Четыре молодые акации и четыре льва были лишены силы, поддерживающей защиту Древа Жизни. Теперь остались только два главных препятствия — символ Абидоса и золото, покрывавшее ствол Древа Жизни. Но этот драгоценный металл, привезенный из Нубии и из страны Пунт, тут же утратит свою действенность, как только Провозвестник снимет покрывало с джеда и нарушит неприкосновенность ковчега.

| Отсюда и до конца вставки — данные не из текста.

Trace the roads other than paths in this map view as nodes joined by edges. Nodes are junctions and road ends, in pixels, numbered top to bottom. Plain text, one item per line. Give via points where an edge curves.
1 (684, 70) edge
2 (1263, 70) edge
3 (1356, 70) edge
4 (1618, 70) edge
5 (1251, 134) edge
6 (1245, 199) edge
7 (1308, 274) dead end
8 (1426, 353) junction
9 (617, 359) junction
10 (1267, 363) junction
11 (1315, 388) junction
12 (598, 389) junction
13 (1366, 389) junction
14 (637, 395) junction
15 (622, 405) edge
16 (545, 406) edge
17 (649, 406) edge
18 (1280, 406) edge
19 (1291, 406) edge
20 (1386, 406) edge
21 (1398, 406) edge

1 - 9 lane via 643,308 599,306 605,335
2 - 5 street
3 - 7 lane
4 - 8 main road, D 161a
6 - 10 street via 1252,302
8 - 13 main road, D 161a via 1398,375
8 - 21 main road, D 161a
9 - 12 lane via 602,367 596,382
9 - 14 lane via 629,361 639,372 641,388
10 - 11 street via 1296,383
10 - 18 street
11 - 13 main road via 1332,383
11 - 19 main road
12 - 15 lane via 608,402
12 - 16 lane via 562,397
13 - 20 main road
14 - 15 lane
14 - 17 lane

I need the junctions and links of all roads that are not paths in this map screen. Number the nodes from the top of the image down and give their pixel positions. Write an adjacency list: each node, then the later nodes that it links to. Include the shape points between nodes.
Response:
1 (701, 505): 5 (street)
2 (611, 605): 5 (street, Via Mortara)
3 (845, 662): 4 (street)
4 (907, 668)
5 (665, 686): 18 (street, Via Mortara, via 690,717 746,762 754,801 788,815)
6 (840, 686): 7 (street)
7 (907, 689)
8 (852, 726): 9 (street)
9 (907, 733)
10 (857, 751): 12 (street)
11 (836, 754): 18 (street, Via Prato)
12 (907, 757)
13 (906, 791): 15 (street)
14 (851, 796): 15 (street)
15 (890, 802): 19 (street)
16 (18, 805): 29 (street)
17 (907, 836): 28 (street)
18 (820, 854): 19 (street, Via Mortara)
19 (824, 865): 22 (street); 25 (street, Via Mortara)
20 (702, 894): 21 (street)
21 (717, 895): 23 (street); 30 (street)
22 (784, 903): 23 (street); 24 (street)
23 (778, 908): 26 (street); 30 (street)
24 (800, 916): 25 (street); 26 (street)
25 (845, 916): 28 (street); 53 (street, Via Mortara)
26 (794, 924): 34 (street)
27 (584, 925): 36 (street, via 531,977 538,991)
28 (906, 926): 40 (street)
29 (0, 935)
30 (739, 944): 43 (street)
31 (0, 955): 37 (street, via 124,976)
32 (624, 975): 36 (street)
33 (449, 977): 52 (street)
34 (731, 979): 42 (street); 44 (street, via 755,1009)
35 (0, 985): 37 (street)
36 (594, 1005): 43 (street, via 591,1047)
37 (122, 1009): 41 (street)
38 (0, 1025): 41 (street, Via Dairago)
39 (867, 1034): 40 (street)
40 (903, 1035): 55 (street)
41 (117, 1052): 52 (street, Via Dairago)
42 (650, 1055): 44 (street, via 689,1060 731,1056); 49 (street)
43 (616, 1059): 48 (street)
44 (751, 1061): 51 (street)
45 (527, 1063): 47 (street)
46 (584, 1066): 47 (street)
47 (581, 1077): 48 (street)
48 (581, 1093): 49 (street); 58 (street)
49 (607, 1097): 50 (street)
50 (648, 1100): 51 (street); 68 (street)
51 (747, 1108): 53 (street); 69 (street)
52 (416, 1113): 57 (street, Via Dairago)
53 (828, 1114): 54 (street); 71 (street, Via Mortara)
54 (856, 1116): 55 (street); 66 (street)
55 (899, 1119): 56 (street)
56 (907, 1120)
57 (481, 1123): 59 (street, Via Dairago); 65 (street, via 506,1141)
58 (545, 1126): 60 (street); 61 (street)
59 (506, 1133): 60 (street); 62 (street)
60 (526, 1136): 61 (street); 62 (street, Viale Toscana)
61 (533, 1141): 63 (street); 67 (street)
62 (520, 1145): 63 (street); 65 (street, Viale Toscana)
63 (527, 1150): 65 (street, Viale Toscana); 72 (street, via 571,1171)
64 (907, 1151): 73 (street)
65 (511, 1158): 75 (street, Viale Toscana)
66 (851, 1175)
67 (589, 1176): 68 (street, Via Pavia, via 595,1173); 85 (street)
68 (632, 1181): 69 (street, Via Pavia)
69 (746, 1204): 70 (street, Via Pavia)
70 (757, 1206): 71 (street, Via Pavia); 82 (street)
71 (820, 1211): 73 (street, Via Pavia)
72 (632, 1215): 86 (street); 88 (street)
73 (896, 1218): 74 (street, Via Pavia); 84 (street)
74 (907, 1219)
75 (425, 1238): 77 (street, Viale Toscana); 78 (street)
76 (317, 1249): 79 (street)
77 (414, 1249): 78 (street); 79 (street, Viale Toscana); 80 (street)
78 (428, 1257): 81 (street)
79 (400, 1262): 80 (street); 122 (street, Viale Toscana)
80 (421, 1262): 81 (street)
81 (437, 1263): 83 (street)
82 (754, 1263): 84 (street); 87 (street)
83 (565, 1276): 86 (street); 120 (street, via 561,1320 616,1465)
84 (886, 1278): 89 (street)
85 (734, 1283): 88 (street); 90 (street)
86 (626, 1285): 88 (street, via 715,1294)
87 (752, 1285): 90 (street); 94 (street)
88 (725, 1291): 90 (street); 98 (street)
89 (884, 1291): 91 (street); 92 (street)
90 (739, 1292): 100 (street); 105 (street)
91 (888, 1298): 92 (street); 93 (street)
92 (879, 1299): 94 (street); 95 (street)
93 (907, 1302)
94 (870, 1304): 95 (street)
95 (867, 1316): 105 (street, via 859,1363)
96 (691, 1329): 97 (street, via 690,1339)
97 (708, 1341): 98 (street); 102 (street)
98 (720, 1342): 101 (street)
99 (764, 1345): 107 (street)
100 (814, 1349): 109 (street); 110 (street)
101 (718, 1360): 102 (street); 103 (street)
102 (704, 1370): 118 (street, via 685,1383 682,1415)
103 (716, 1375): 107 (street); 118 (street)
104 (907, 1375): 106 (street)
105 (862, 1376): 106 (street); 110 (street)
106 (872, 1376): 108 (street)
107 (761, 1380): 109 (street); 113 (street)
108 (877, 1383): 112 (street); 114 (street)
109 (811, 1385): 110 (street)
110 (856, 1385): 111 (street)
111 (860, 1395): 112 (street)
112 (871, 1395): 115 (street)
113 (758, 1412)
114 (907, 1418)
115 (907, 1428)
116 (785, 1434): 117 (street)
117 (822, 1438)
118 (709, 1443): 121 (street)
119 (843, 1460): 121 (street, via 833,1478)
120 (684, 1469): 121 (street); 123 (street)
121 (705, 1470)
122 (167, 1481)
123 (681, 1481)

Однако сделать это невозможно до тех пор, пока не убит новый Осирис, назначенный во время ритуалов, — Царский сын и Единственный друг фараона Икер. Молодой человек и не подозревал, что Провозвестник в течение долгих лет готовился убить его.

Давным-давно он выбрал этого одинокого мальчика, который так любил учиться, был безразличен к удовольствиям и готов перенести сотни испытаний, а также сумел сохранить строгость ума и пылкий энтузиазм юности. Провозвестник не ошибся. Уже много раз он испытывал Икера на прочность, посылая ему смерть, чтобы испытать его силу.

Но ничто и никто — ни злой человек, ни разбушевавшееся море, ни отъявленный бандит, ни мнимый стражник, ни заговор, ни какая иная разрушительная сила — не смогли уничтожить Икера. Напуганный, избитый, униженный, несправедливо обвиненный — он все равно поднимался и продолжал свой путь.

И этот путь вел в Абидос, святая святых вечной жизни.

А для него пещера смерти…

Правда, эта смерть требовала личного вмешательства Провозвестника и прямых союзников Сета. Покончив наконец с процессом воскрешения Осириса и разорвав все связи мира живых с миром потусторонним, они уничтожат будущее Египта и его дело. И как бы ни был храбр Сесострис, он этому помешать не в силах.

Монарх тоже не ошибся, выбрав Икера в качестве своего духовного сына и сделав его новым воплощением Осириса и будущим повелителем Великого таинства Абидоса. Возраст человека здесь роли не играет, лишь бы его сердце было способно к столь исключительной миссии. Безволосый, опорой которому служил долгий духовный опыт, принял Икера и теперь облегчит ему путь вперед.

Сесострис понимал всю опасность грозящих испытаний, но не мог и представить себе, какая стратегия крылась в душе Провозвестника, для которого Икер был одновременно и непримиримым врагом союзников Сета, и главным орудием в решающей схватке с фараоном и со всеми фараонами, вместе взятыми! Царь, созидая этого человека, как храм, думал о возведении магической стены, способной сдержать атаки сил зла. Но если Икер исчезнет, Абидос останется беззащитным, и тогда Провозвестник нанесет свой смертельный удар…

Закончив свои дела в храме, Провозвестник отправился позавтракать в компании с другими временными жрецами, которым так нравилось работать в Абидосе.

Он был приятен в общении, отзывчив, услужлив и пользовался прекрасной репутацией. Поговаривали, что Безволосый в скором времени предложит ему новую должность.